> THE TASK
Where a line below holds the string "Slaughter", count it; then give the total without any other words.

Saved entries:
####
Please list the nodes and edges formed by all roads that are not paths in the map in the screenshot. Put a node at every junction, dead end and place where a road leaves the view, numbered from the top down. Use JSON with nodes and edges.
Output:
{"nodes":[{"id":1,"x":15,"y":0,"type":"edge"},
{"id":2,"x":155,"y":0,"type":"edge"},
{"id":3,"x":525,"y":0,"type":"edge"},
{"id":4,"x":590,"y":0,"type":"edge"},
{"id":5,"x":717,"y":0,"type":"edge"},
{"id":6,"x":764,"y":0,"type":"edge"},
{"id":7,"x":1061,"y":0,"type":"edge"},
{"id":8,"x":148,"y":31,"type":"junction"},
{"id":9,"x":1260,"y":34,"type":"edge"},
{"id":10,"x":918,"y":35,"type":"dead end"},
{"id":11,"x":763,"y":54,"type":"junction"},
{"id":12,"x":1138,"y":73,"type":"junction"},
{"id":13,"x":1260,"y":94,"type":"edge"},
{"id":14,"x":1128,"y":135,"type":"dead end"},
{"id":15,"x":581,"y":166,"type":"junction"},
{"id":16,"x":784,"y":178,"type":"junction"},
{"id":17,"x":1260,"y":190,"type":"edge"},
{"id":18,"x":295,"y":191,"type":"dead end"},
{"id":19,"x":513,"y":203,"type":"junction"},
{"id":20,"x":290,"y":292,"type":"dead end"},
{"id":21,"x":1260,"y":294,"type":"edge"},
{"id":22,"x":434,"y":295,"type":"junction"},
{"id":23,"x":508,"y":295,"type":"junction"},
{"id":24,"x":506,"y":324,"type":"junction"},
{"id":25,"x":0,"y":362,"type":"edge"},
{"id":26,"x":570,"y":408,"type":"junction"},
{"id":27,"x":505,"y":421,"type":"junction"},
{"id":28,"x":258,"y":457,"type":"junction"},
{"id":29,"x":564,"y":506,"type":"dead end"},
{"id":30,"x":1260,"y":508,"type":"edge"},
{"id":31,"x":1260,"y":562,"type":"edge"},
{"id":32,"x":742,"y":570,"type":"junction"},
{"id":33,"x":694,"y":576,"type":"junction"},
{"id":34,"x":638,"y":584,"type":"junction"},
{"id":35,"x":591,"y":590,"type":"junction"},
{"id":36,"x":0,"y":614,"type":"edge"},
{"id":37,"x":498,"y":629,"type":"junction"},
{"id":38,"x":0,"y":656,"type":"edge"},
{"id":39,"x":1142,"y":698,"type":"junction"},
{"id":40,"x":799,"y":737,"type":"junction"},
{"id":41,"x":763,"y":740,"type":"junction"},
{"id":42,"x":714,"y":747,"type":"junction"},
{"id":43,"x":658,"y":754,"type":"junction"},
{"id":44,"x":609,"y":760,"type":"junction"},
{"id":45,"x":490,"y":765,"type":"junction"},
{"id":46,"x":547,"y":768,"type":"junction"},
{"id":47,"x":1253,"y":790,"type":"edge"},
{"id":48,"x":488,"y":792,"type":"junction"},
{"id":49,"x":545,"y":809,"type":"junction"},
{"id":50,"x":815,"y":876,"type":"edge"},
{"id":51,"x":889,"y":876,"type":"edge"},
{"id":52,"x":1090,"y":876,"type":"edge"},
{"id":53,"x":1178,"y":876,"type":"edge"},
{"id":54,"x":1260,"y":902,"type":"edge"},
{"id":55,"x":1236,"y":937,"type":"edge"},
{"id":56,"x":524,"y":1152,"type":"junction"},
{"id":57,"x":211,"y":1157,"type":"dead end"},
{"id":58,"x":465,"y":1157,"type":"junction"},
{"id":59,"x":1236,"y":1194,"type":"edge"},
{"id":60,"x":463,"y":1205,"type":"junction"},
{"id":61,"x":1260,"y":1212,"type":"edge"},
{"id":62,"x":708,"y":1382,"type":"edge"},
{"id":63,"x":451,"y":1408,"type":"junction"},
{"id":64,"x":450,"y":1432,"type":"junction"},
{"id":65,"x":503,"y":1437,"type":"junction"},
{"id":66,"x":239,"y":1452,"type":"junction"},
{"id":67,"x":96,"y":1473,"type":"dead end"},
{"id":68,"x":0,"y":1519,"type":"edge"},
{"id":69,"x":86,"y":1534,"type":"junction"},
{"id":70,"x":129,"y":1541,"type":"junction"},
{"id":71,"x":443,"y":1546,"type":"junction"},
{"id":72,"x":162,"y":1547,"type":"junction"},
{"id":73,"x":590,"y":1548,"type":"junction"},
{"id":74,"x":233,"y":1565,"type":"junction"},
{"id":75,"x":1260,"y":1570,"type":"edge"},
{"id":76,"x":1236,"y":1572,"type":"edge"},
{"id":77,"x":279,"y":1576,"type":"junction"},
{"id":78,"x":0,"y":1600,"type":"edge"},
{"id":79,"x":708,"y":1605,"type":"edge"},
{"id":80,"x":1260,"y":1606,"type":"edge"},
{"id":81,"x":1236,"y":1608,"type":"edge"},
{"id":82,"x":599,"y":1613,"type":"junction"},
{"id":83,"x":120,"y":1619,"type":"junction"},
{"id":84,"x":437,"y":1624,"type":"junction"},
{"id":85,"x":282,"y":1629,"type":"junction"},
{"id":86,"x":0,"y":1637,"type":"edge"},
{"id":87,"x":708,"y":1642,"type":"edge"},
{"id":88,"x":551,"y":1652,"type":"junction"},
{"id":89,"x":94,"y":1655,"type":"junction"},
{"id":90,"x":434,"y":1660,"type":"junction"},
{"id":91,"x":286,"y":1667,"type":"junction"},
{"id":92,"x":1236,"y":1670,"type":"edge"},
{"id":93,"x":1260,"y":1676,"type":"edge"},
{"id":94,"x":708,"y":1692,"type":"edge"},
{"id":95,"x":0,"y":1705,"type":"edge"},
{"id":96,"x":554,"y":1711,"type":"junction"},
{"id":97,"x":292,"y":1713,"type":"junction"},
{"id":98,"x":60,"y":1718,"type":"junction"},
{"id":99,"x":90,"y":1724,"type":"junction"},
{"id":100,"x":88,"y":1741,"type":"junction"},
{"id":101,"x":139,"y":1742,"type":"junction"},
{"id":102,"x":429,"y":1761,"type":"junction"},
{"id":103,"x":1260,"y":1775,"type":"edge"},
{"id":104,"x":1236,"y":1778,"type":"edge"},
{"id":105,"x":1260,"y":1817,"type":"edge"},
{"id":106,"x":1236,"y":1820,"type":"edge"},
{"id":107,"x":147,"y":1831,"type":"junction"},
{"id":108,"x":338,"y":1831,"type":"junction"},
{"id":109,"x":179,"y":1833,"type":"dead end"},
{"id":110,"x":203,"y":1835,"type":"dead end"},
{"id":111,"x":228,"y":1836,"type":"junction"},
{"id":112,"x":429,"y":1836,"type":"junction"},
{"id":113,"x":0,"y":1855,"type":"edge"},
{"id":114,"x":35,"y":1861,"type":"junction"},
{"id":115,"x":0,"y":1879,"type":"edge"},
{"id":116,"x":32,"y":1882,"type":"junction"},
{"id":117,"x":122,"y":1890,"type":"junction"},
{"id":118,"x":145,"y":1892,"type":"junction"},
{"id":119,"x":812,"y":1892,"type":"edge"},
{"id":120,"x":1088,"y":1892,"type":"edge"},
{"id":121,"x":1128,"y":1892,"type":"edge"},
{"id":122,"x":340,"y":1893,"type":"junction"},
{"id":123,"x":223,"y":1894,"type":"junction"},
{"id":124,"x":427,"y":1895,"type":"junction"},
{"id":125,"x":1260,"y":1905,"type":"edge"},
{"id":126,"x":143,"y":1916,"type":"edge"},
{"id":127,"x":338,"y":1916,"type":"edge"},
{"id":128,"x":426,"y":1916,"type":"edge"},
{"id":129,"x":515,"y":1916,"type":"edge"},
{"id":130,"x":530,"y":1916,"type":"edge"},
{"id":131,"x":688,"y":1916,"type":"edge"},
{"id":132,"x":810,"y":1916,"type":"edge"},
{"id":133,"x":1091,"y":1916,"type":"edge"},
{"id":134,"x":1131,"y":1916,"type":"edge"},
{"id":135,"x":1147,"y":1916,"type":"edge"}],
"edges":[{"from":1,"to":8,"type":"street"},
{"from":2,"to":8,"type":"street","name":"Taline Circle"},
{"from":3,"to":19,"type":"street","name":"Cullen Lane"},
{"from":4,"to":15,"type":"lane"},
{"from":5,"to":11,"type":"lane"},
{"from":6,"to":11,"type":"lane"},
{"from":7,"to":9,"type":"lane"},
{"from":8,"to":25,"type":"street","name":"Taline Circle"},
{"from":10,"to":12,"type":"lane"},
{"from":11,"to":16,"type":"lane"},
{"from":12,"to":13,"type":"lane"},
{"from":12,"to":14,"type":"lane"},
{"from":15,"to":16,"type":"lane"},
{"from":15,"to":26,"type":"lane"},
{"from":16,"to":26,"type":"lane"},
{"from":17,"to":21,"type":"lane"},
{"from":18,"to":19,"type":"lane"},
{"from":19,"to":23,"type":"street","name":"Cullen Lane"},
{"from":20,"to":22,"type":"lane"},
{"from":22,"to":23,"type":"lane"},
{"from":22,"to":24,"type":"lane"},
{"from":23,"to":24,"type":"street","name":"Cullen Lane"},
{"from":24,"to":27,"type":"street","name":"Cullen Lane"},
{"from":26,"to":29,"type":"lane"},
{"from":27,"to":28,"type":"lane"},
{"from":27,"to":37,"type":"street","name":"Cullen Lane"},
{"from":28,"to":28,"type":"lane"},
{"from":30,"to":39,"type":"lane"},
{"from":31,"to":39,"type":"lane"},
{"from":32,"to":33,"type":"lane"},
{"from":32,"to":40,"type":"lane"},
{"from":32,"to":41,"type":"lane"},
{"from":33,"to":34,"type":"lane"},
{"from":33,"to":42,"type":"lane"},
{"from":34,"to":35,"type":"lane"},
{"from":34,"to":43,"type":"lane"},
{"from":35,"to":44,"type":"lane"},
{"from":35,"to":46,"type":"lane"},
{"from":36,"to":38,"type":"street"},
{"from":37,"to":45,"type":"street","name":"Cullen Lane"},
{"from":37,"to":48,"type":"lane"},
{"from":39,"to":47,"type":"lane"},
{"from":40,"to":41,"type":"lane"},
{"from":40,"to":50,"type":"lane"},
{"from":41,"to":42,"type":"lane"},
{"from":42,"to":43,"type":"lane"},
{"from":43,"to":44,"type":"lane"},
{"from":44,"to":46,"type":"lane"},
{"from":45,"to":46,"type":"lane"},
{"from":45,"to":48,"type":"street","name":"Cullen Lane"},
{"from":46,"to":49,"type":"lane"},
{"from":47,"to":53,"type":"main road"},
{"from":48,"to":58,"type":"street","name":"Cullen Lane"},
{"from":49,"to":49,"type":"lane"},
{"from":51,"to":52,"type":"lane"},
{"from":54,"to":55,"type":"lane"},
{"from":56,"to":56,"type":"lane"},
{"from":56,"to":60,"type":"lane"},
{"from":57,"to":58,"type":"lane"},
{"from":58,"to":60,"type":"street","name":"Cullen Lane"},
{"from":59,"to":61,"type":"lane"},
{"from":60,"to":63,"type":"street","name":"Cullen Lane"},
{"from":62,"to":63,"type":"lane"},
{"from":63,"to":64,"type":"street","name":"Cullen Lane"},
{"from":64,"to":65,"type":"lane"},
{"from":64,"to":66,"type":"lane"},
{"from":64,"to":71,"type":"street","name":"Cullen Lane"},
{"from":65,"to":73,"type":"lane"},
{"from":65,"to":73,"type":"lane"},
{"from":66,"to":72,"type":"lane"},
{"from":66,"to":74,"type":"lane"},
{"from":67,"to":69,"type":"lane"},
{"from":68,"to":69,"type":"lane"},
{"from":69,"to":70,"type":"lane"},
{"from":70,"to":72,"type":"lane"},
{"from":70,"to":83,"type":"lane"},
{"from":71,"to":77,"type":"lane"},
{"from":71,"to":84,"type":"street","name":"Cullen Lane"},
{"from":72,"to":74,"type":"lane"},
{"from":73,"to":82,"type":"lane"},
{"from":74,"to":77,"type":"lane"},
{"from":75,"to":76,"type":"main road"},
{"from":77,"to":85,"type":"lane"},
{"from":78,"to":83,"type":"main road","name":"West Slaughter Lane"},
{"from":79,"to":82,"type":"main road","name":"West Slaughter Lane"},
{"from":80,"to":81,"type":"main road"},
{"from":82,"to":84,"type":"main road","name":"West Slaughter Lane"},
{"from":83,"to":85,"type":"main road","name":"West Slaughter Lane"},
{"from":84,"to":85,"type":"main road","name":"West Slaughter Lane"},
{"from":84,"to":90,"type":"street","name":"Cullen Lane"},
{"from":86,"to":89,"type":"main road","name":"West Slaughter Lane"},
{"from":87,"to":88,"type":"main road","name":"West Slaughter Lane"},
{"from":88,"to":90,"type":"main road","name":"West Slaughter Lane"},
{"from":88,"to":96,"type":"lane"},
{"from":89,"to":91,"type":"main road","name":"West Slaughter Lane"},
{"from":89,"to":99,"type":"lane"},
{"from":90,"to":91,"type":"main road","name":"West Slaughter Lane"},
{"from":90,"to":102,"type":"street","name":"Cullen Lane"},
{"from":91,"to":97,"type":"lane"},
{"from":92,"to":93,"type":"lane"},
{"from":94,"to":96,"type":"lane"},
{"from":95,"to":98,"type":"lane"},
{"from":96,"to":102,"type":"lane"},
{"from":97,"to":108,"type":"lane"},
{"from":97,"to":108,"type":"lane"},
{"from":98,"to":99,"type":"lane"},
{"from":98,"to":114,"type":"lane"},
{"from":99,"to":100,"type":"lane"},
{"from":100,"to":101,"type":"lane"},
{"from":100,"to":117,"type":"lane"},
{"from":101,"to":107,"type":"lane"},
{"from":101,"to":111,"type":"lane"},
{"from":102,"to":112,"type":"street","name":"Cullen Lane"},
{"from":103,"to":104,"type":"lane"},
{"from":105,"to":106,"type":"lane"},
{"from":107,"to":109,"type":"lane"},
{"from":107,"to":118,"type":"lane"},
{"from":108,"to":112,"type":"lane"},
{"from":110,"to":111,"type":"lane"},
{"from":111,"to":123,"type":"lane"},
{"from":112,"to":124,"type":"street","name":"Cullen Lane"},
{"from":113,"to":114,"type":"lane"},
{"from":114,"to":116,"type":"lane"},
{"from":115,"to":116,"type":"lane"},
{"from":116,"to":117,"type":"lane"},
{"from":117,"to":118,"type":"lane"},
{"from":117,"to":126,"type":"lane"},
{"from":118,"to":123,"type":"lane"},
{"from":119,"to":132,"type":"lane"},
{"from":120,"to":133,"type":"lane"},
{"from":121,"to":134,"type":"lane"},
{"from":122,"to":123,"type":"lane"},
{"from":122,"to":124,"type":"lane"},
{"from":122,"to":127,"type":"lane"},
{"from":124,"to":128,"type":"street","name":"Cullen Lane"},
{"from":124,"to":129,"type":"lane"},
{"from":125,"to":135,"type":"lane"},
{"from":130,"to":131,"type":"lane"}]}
####
> RESULT
10